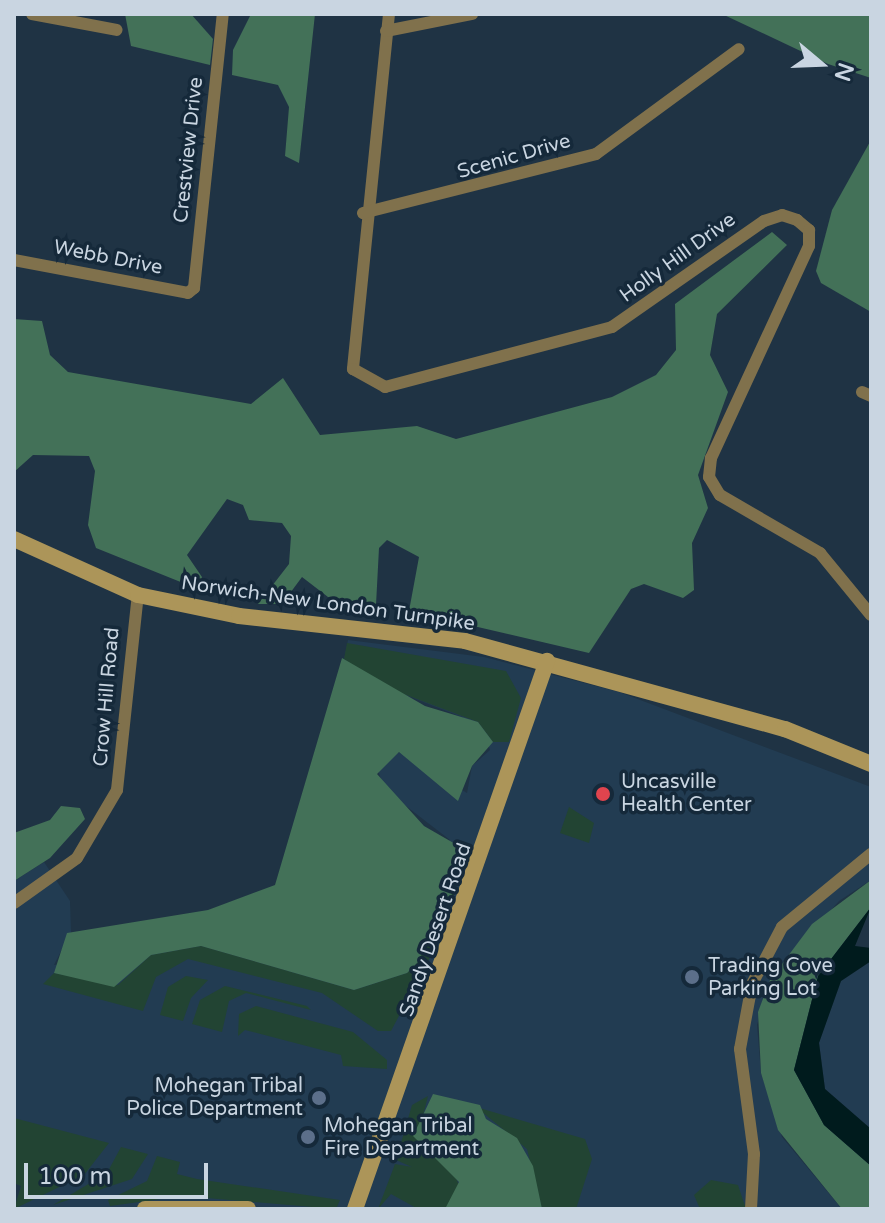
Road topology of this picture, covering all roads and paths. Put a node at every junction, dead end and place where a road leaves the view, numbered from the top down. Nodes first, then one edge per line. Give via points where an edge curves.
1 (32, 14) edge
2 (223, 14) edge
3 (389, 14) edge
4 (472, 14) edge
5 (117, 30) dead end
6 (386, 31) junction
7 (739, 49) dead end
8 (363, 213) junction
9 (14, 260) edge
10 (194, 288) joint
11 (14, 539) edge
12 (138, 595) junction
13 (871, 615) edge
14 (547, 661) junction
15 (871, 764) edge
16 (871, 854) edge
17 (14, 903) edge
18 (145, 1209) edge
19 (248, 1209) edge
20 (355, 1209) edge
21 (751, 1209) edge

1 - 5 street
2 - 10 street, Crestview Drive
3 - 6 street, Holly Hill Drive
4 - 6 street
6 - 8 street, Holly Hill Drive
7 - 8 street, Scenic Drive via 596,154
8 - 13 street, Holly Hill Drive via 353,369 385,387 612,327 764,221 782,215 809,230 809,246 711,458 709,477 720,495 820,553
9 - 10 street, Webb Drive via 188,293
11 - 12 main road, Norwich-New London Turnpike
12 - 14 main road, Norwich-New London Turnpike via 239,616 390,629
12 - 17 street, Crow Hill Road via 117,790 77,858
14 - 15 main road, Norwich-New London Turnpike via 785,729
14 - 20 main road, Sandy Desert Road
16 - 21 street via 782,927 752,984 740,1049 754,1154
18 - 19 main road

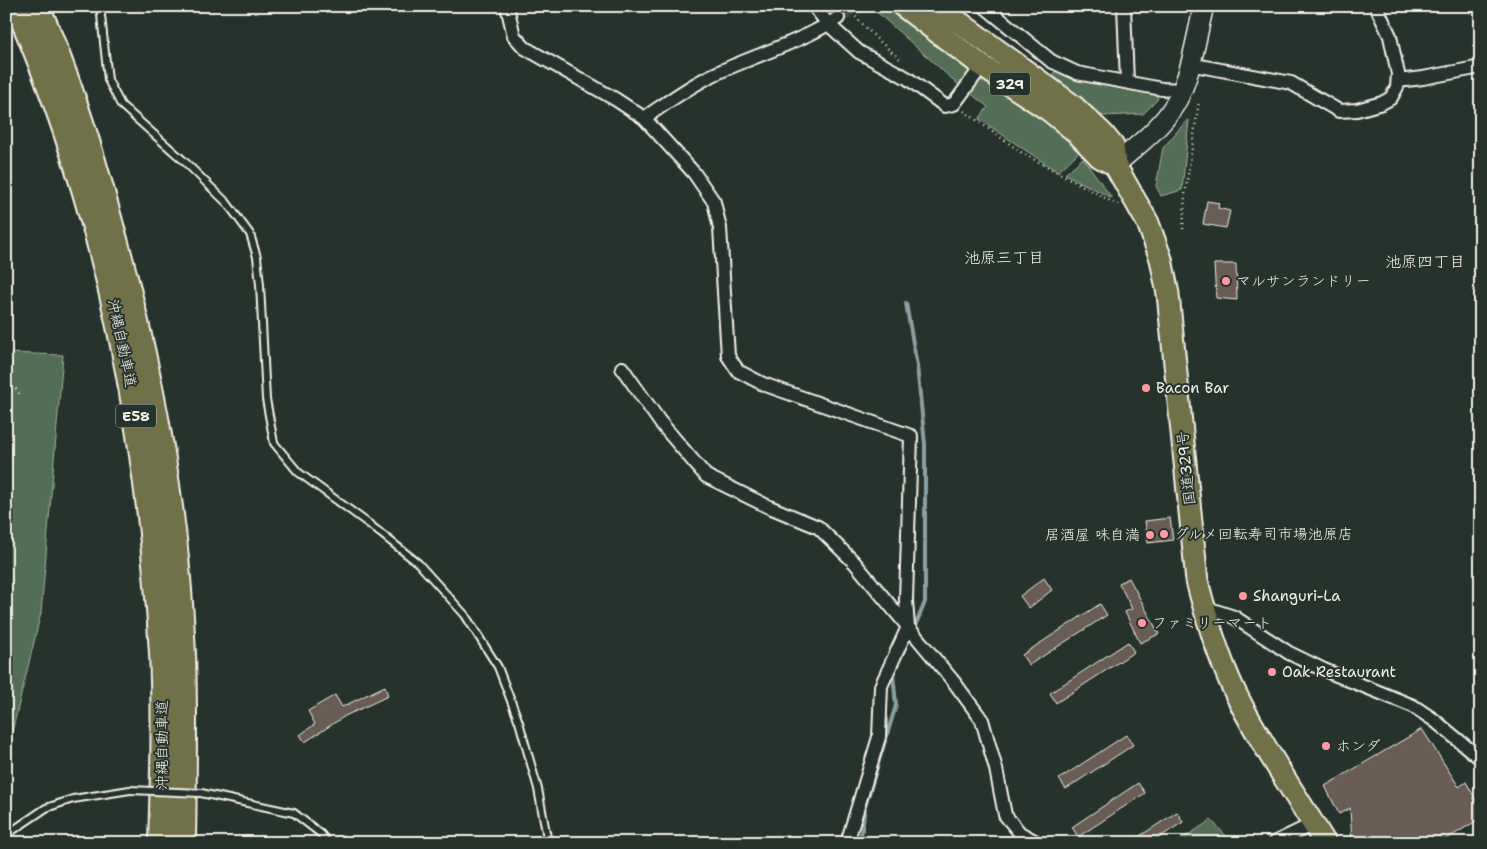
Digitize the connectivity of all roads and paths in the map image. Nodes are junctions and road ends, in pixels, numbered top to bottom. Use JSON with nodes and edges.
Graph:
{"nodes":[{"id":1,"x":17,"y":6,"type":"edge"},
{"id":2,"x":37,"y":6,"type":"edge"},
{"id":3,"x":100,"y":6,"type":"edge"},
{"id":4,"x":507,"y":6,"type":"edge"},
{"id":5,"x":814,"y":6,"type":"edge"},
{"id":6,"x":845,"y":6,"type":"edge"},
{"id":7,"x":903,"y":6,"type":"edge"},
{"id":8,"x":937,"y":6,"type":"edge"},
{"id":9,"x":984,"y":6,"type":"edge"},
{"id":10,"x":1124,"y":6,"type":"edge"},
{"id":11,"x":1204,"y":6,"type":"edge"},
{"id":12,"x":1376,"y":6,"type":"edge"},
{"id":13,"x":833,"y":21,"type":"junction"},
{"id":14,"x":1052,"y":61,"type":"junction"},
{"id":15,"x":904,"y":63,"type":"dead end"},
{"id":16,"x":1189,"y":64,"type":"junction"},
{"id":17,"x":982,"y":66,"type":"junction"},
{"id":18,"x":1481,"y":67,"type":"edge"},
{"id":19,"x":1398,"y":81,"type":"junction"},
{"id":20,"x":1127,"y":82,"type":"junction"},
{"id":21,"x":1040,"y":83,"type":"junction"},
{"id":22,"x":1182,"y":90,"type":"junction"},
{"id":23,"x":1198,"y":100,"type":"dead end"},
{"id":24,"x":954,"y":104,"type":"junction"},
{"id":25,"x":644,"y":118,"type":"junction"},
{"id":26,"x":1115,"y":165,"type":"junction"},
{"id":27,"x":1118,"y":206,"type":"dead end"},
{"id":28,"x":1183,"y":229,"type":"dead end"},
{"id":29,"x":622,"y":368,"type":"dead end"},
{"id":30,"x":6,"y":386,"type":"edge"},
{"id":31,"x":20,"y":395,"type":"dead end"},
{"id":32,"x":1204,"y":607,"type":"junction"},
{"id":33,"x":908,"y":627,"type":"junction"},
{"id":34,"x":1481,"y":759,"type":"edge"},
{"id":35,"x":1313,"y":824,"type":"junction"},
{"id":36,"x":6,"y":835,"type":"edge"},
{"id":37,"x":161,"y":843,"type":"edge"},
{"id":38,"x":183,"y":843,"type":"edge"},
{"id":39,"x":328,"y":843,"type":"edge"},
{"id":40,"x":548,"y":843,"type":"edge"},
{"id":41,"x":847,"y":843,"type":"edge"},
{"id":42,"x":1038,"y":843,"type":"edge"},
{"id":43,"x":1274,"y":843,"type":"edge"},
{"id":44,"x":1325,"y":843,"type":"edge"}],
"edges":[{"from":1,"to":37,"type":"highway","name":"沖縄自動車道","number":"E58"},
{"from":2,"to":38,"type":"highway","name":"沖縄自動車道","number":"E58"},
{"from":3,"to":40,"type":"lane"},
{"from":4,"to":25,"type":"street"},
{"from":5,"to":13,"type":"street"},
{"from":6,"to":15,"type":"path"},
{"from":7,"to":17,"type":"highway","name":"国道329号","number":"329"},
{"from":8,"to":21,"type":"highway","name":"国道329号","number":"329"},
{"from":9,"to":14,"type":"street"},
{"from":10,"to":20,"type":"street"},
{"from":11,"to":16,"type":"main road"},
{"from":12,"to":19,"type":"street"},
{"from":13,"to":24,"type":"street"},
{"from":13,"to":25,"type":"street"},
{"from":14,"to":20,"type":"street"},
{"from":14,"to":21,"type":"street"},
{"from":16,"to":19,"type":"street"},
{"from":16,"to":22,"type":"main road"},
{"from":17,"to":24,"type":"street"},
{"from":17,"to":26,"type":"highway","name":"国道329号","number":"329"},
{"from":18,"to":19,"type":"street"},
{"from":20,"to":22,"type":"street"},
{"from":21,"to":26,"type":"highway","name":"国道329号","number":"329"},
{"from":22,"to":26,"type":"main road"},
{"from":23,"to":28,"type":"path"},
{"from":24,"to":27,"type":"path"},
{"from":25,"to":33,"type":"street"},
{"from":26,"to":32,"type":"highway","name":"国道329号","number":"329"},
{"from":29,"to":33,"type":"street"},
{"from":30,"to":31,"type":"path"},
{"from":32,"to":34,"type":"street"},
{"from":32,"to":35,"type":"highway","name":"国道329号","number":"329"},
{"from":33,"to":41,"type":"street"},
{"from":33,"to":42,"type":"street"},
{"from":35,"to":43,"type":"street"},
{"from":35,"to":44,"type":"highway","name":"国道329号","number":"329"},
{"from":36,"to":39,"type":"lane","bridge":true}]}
════════════════════
*Problem to solve*. For every line of the listing above that contains "roads", add one, and report the final tally with no other words.

*Answer section*. 2